What’s the main purpose of data grids?
To make your rdbms go faster, give it some degree of fault tolerance and high availability.
Data grids are usually NoSQL (Not Only SQL ) solutions. And most nosql systems have the characteristics to have good scalability, high availability, fault tolerance. etc.. However not all of them have all of these.
Infinispan is an example of a data grid. It’s built with Java and Scala, it took some concepts from the Amazon Dynamo paper. It uses consistent hashing based distribution to locate stuff. Which is a very efficient and fast. And there is no single point of failure since it’s distributed. Infinispan uses MVCC locking. Which is a highly concurrent locking mechanism. It also support XA transactions through 2 phase commit cycle and deadlock detection. Currently under development is the Atomic broadcast mechanism where for they are working together with some research groups which should allow to contain consistency and reduce the network load with 50%.
the plan is to integrate map/reduce in Infinispan, part of it is already in the Infinispan trunk.
Through hibernate search or lucene you can even query Infinispan. In the future some sort of JPA/QL will be supported.
Infinispan also flushes stuff to disk to be able to recover after a crash. This a pluggable mechanism so one can create it’s own persistence mechanism.
Infinispan supports different eviction techniques. From fifo, lifo to other obscure new techniques.
The API is fairly simple it’s akey value store hence it’s like a map. there are talks about other high level API’s to allow Infinispan to be used with other languages.
Every method to talk to Infinispan have an async equivalent which return a java.util.concurrent.Future
Manik mentions that if you happen to be using jboss cache or ehcache configuring Infinispan happens the same way. i wonder, who the hell is still using JBoss Cache…
Infinispan supports REST, Memcached (text based protocol, nice commercial move since memcahced is widely used in different languages) and Hot Rod(wtf?) as communication protocol. It uses netty for creating server sockets, (netty is a nio server framework).
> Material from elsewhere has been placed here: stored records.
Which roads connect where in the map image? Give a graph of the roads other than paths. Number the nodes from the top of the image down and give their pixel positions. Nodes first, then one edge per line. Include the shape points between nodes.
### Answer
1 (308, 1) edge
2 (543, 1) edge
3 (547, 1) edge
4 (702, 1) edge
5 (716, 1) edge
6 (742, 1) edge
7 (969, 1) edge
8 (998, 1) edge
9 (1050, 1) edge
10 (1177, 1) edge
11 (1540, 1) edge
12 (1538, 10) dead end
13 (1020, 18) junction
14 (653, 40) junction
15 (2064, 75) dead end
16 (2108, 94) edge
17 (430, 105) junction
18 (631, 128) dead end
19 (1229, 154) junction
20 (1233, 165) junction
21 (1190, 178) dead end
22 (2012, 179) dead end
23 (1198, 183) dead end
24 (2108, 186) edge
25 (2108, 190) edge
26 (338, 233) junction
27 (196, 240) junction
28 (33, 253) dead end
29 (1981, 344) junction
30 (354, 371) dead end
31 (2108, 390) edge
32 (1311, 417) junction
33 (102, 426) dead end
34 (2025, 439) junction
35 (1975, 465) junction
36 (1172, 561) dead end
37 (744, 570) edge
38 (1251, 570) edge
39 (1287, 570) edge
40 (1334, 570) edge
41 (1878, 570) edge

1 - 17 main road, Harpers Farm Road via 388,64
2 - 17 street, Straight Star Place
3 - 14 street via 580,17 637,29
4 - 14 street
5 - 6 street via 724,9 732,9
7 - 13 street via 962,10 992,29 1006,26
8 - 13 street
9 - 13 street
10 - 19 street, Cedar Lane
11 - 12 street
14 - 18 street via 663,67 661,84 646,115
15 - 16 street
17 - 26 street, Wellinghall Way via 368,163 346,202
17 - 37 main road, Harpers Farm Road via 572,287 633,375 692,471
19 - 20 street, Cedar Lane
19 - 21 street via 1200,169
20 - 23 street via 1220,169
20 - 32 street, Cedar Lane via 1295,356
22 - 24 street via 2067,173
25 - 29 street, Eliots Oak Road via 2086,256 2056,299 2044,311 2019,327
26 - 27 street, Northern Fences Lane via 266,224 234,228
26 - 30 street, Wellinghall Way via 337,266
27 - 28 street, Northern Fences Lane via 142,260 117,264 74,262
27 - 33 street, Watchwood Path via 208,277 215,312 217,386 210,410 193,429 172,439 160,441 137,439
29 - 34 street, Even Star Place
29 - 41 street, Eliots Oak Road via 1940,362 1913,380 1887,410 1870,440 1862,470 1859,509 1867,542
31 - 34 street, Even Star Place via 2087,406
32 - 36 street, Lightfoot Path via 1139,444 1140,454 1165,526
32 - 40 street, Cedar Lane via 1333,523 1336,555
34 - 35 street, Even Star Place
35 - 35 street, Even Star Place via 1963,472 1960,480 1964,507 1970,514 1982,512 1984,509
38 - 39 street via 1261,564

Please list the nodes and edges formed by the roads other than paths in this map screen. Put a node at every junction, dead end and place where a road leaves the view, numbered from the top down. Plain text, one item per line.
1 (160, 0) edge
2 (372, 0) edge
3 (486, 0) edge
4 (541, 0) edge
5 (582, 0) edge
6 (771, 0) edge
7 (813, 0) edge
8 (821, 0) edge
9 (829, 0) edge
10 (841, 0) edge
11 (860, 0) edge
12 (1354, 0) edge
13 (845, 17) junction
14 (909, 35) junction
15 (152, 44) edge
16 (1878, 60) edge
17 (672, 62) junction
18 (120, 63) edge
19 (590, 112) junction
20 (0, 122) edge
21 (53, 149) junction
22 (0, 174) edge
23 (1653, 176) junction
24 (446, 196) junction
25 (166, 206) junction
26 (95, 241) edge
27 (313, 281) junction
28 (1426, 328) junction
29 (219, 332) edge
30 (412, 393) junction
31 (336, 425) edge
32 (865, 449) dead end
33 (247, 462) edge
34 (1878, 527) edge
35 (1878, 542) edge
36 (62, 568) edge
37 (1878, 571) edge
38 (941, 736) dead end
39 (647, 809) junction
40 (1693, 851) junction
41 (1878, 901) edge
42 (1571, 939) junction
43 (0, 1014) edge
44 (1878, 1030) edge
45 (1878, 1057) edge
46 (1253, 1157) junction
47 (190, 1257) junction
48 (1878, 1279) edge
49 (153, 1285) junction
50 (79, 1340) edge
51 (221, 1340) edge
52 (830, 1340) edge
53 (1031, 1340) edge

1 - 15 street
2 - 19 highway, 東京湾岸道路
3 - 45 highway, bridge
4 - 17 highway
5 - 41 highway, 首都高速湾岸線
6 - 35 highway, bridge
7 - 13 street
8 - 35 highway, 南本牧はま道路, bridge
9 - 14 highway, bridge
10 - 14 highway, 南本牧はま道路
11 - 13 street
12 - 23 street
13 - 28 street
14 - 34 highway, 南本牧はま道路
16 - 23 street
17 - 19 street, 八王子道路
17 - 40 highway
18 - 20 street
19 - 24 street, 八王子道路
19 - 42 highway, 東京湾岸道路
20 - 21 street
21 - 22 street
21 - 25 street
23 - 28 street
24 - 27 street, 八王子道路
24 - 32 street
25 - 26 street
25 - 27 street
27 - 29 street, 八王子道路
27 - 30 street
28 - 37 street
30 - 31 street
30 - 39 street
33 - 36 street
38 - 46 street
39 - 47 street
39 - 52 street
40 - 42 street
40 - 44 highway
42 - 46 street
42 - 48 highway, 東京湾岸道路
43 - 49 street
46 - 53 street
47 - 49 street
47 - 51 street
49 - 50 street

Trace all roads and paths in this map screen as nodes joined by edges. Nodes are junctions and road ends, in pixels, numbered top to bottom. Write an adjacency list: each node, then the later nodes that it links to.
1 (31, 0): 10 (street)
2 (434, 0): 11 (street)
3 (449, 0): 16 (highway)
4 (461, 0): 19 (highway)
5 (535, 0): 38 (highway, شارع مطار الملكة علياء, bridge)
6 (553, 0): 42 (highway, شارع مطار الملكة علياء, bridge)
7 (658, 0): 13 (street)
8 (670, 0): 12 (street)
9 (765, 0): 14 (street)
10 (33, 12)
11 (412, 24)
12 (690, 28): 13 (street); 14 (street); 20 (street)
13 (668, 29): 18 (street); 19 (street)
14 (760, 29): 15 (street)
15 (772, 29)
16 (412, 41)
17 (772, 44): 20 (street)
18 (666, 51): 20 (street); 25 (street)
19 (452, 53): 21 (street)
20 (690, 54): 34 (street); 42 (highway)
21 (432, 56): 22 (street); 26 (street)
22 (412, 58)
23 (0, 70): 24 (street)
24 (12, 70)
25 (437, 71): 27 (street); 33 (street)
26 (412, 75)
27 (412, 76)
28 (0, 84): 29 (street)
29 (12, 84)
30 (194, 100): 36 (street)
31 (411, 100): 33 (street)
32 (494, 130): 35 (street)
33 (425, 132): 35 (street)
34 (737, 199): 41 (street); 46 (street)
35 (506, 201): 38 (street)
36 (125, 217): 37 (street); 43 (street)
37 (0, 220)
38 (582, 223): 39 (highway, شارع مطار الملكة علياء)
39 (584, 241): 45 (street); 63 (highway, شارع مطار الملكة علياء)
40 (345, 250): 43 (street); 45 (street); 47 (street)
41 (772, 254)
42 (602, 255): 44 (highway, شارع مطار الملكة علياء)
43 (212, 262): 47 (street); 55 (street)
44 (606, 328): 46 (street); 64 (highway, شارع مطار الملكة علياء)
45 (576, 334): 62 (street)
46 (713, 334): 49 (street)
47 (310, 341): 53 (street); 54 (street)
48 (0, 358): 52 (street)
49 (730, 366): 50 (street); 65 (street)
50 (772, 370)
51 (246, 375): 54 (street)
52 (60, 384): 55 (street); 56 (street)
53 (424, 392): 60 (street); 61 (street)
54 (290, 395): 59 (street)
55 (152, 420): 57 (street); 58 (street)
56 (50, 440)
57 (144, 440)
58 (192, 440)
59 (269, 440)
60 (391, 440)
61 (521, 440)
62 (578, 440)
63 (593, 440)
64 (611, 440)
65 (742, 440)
Hot Rod is a wire protocol for client server communication. Developed for Infinispan itself. It’s memchaced like but it is binary and not text based. And it’s a 2-way protocol, meaning that both client and server talk to each other. Hot Rod clients have built in fail-over, load-balancing and smart routing. The server can share the consistent hashes algorithms to allow a client to pick a server that is closer by or will already contain the key of the data so that one server does not have to reroute to the server that should actually contain the data. The client can already decide to send to the right server.
the first version of Infinispan is version 4.0.0, Manik does not want to bore the audience with why that is. But I’ll tell you. JBossCache was his previous project and went to 3.x.x. Infinispan is actually the predecessor of JBossCache which is a tree cache (resulting in lot of problems) so they started almost from scratch for Infinispan.
Nice note is that on network failure between couple nodes Infinispan does not know what to do but you can write your own callback handlers for that 🙂